I have included global $conn for each function query so I'm sure it is connecting like it should, its just not feeding the result as intended..
Does anyone have a quick fix for this issue as my program is almost done and is pending release :D
Thanks in advance
Luke
** EDIT LINE *
$sql = ("SELECT * FROM users WHERE username = '$username' AND password = '$pass' LIMIT 1");
$stm = $conn->prepare($sql);
$stm->execute(array($username,$pass)); $user = $stm->fetch(); echo $user['username'];
First, Personally I see no point in having a function like select_from_where
You actually save yourself nothing - you just moved words "SELECT, FROM and WHERE" from query to function name, yet made this function extremely limited - say, no joins or stuff.

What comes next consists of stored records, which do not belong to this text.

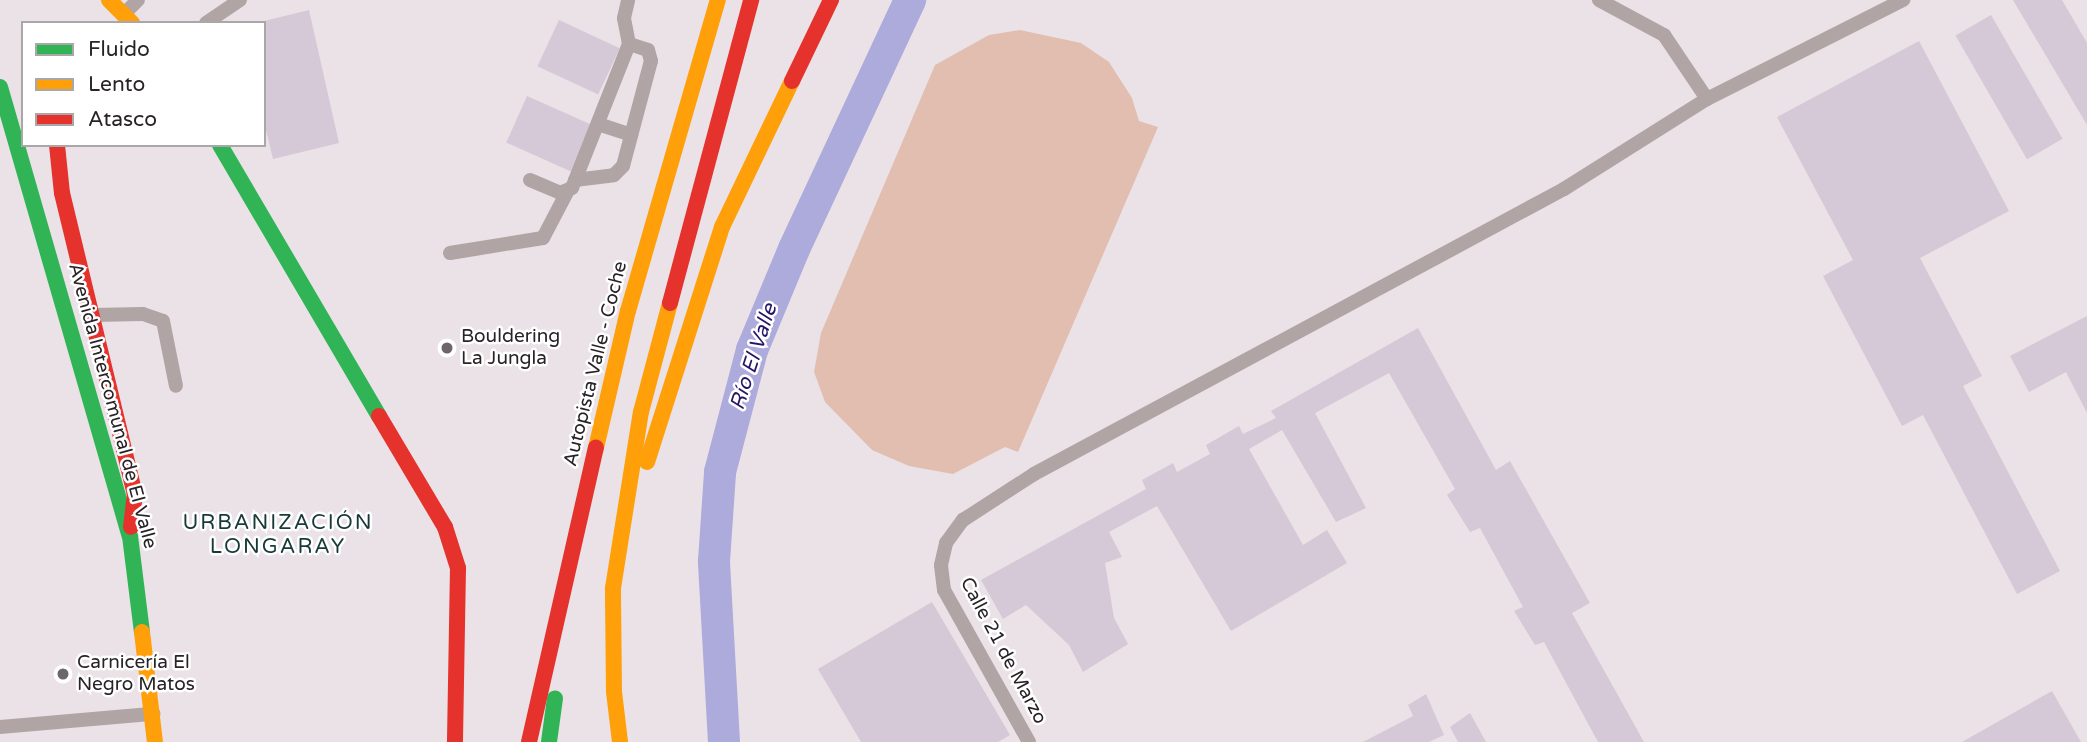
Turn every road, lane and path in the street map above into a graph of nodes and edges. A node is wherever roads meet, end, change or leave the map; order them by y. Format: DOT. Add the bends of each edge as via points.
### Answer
graph roads {
  1 [pos="109,0"];
  2 [pos="138,0"];
  3 [pos="240,0"];
  4 [pos="628,0"];
  5 [pos="718,0"];
  6 [pos="751,0"];
  7 [pos="831,0"];
  8 [pos="1599,0"];
  9 [pos="1903,0"];
  10 [pos="124,20"];
  11 [pos="209,21"];
  12 [pos="629,44"];
  13 [pos="0,87"];
  14 [pos="1707,99"];
  15 [pos="598,124"];
  16 [pos="631,135"];
  17 [pos="57,147"];
  18 [pos="221,147"];
  19 [pos="530,180"];
  20 [pos="571,186"];
  21 [pos="450,253"];
  22 [pos="93,314"];
  23 [pos="176,386"];
  24 [pos="130,536"];
  25 [pos="619,543"];
  26 [pos="552,635"];
  27 [pos="153,714"];
  28 [pos="0,727"];
  29 [pos="155,742"];
  30 [pos="455,742"];
  31 [pos="529,742"];
  32 [pos="549,742"];
  33 [pos="620,742"];
  34 [pos="1029,742"];
  1 -- 10 [label="main road"];
  2 -- 10 [label="street"];
  3 -- 11 [label="street"];
  4 -- 12 [label="street" via="624,18"];
  5 -- 26 [label="main road, Autopista Valle - Coche" via="628,311"];
  6 -- 25 [label="main road" via="641,412"];
  7 -- 25 [label="main road" via="722,227"];
  8 -- 14 [label="street" via="1664,35"];
  9 -- 14 [label="street"];
  12 -- 15 [label="street"];
  12 -- 16 [label="street" via="648,50 651,61"];
  13 -- 24 [label="main road, Avenida Intercomunal de El Valle"];
  14 -- 34 [label="street, Calle 21 de Marzo" via="1564,189 1034,474 963,520 946,543 944,590"];
  15 -- 16 [label="street"];
  15 -- 20 [label="street"];
  16 -- 20 [label="street" via="619,173"];
  17 -- 22 [label="main road" via="62,193"];
  18 -- 30 [label="main road" via="445,527 458,568"];
  19 -- 20 [label="street"];
  20 -- 21 [label="street" via="547,233 538,241"];
  22 -- 23 [label="street" via="144,314 163,321"];
  22 -- 24 [label="main road" via="135,494"];
  24 -- 27 [label="main road, Avenida Intercomunal de El Valle"];
  25 -- 33 [label="main road" via="613,587"];
  26 -- 31 [label="main road, Autopista Valle - Coche"];
  26 -- 32 [label="main road" via="559,667"];
  27 -- 28 [label="street"];
  27 -- 29 [label="main road, Avenida Intercomunal de El Valle"];
}
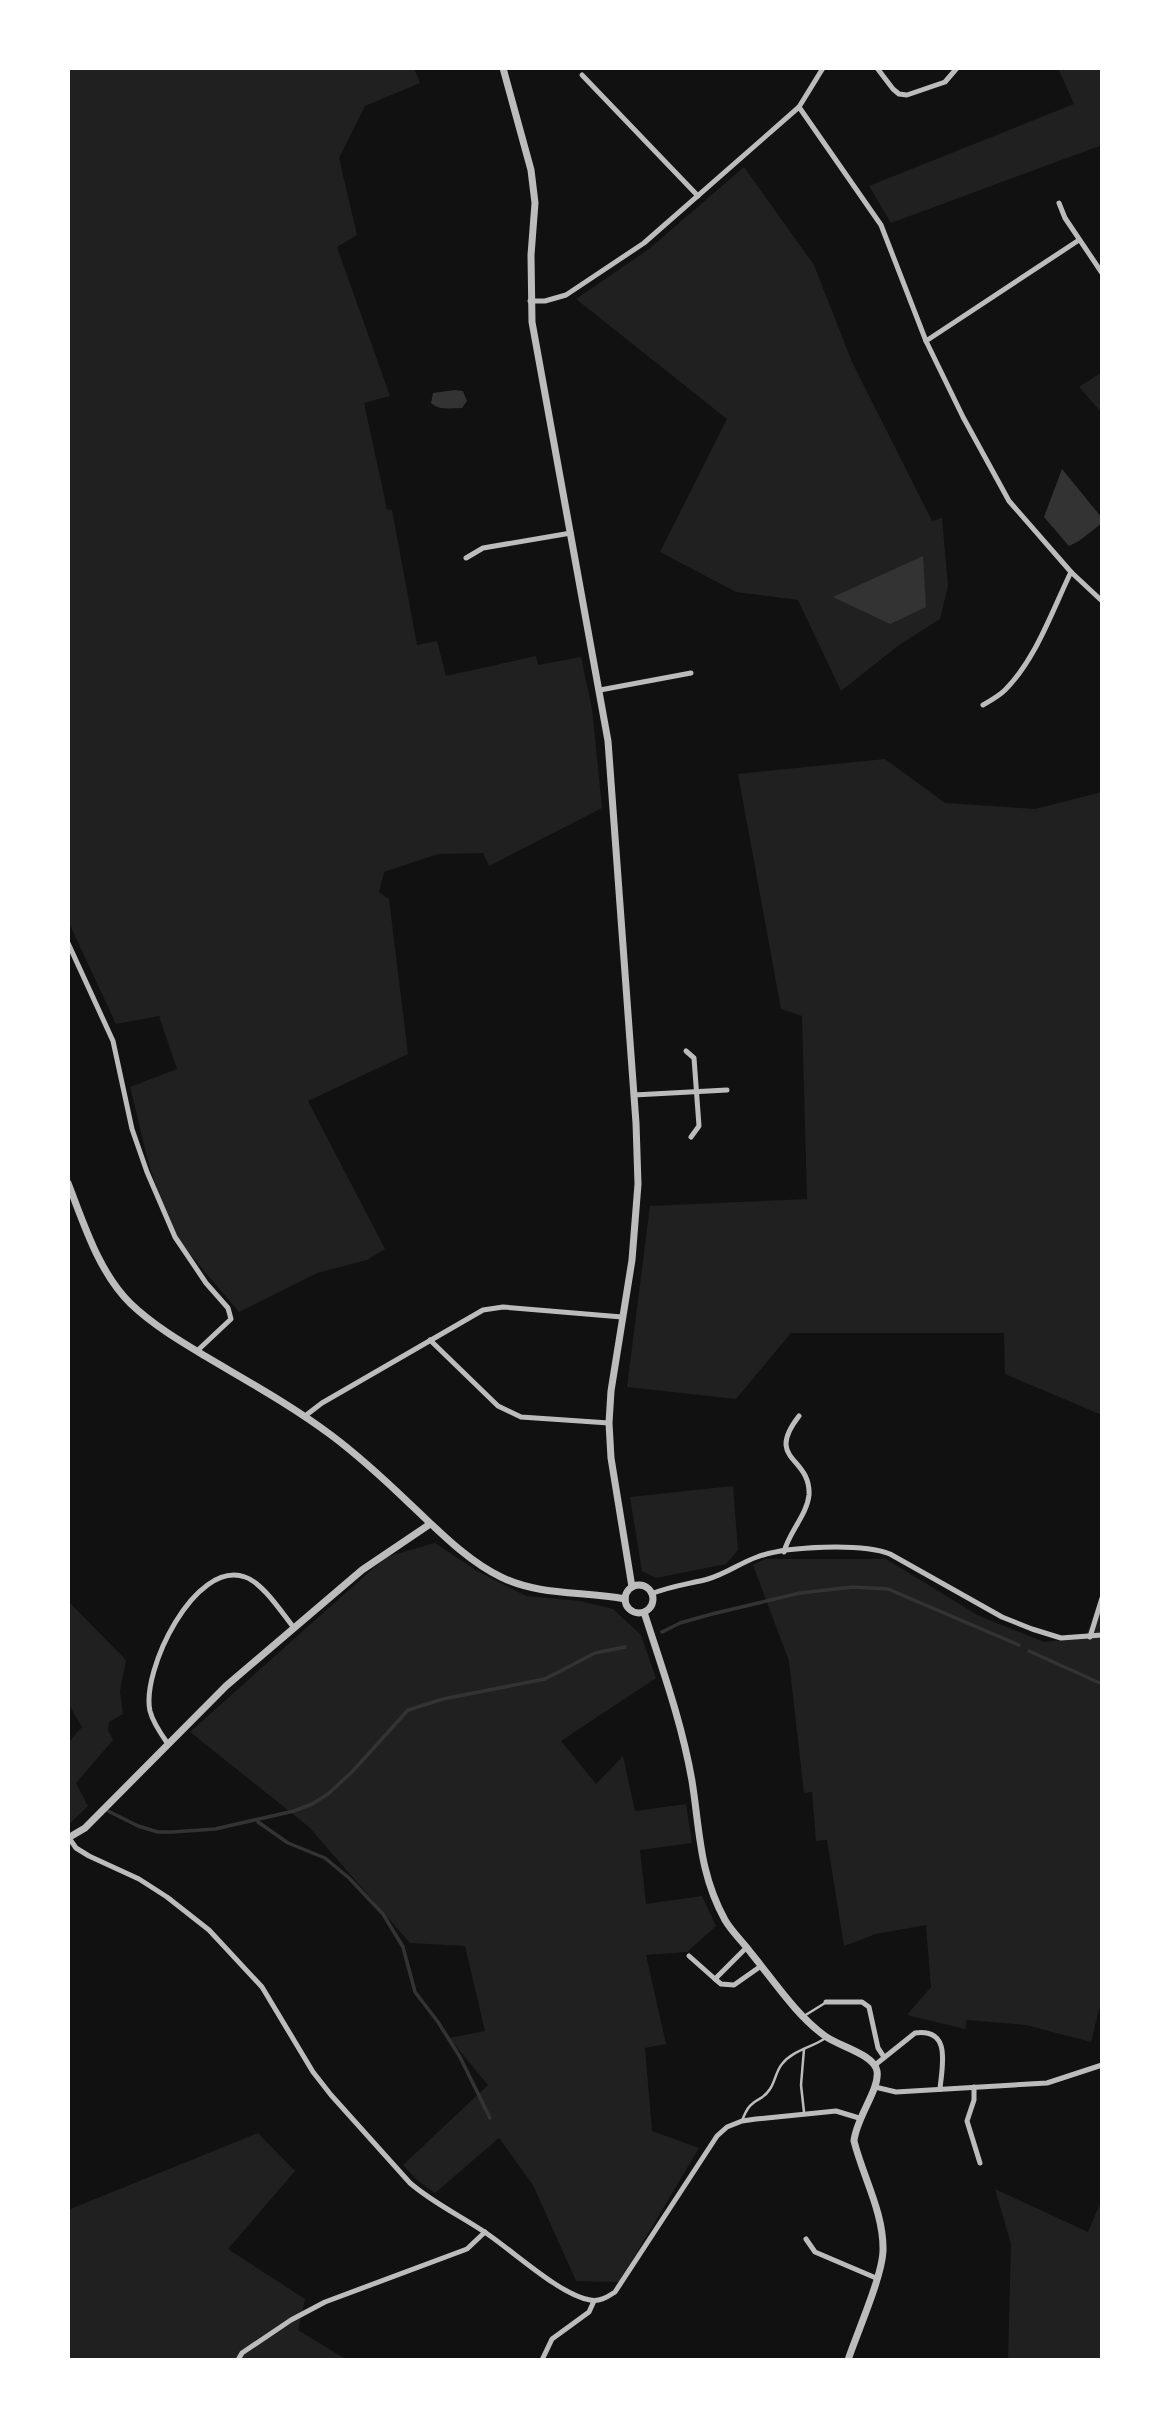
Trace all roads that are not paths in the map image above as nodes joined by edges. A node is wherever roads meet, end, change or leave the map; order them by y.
1 (503, 68) edge
2 (823, 68) edge
3 (877, 68) edge
4 (957, 68) edge
5 (582, 75) dead end
6 (799, 107) junction
7 (698, 196) junction
8 (1059, 203) dead end
9 (1079, 240) junction
10 (1102, 273) edge
11 (530, 301) junction
12 (926, 341) junction
13 (571, 533) junction
14 (466, 558) dead end
15 (1071, 572) junction
16 (1102, 601) edge
17 (691, 673) dead end
18 (600, 690) junction
19 (983, 705) dead end
20 (68, 943) edge
21 (686, 1051) dead end
22 (727, 1090) dead end
23 (696, 1091) junction
24 (634, 1095) junction
25 (691, 1137) dead end
26 (68, 1183) edge
27 (622, 1317) junction
28 (430, 1340) junction
29 (197, 1351) junction
30 (305, 1416) junction
31 (799, 1416) dead end
32 (609, 1423) junction
33 (430, 1524) junction
34 (785, 1552) junction
35 (632, 1587) junction
36 (651, 1594) junction
37 (1102, 1598) edge
38 (625, 1599) junction
39 (644, 1612) junction
40 (294, 1628) junction
41 (1102, 1635) edge
42 (1090, 1637) junction
43 (168, 1744) junction
44 (69, 1838) edge
45 (747, 1947) junction
46 (689, 1956) dead end
47 (761, 1966) junction
48 (716, 1979) junction
49 (826, 2002) joint
50 (804, 2016) junction
51 (827, 2038) junction
52 (804, 2049) junction
53 (884, 2057) junction
54 (875, 2065) junction
55 (1102, 2065) edge
56 (875, 2087) junction
57 (974, 2087) junction
58 (940, 2089) junction
59 (805, 2116) junction
60 (859, 2118) junction
61 (742, 2121) junction
62 (980, 2163) dead end
63 (485, 2232) junction
64 (806, 2239) dead end
65 (876, 2278) junction
66 (594, 2301) junction
67 (238, 2360) edge
68 (542, 2360) edge
69 (848, 2360) edge

1 - 11 street
2 - 6 street
3 - 4 street
5 - 7 street
6 - 7 street
6 - 12 street
7 - 11 street
8 - 9 street
9 - 10 street
9 - 12 street
11 - 13 street
12 - 15 street
13 - 14 street
13 - 18 street
15 - 16 street
15 - 19 street
17 - 18 street
18 - 24 street
20 - 29 street
21 - 23 street
22 - 23 street
23 - 24 street
23 - 25 street
24 - 27 street
26 - 29 street
27 - 28 street
27 - 32 street
28 - 30 street
28 - 32 street
29 - 30 street
30 - 33 street
31 - 34 street
32 - 35 street
33 - 38 street
33 - 40 street
34 - 36 street
34 - 42 street
35 - 36 street
35 - 38 street
36 - 39 street
37 - 42 street
38 - 39 street
39 - 45 street
40 - 43 street
40 - 43 street
41 - 42 street
43 - 44 street
44 - 63 street
45 - 47 street
45 - 48 street
46 - 48 street
47 - 48 street
47 - 50 street
49 - 50 lane
49 - 53 street
50 - 51 street
51 - 52 lane
51 - 54 street
52 - 59 lane
52 - 61 lane
53 - 54 street
53 - 58 street
54 - 56 street
55 - 57 street
56 - 58 street
56 - 60 street
57 - 58 street
57 - 62 street
59 - 60 street
59 - 61 street
60 - 65 street
61 - 66 street
63 - 66 street
63 - 67 street
64 - 65 street
65 - 69 street
66 - 68 street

Second, PDO::query() function shouldn't be used anyway - it doesn't support prepared statements.
So, the code have to be
global $conn;
$sql = "SELECT * FROM users WHERE username = ? AND password = ? LIMIT 1";
$stm = $conn->prepare($sql);
$stm->execute(array($username,$pass));
return $stm->fetch();
You have to also configure your PHP and PDO in order to be able to see every error occurred.
Change this
return $conn -> query("SELECT * FROM users WHERE username = '$username' AND password = '$pass' LIMIT 1");
to:
$username = 'user';
$password ='password';
$stmt =$conn->prepare("SELECT * FROM users WHERE username = ? AND password = ? LIMIT 1");
$stmt->execute(array($username, $password));
echo $stmt->rowCount();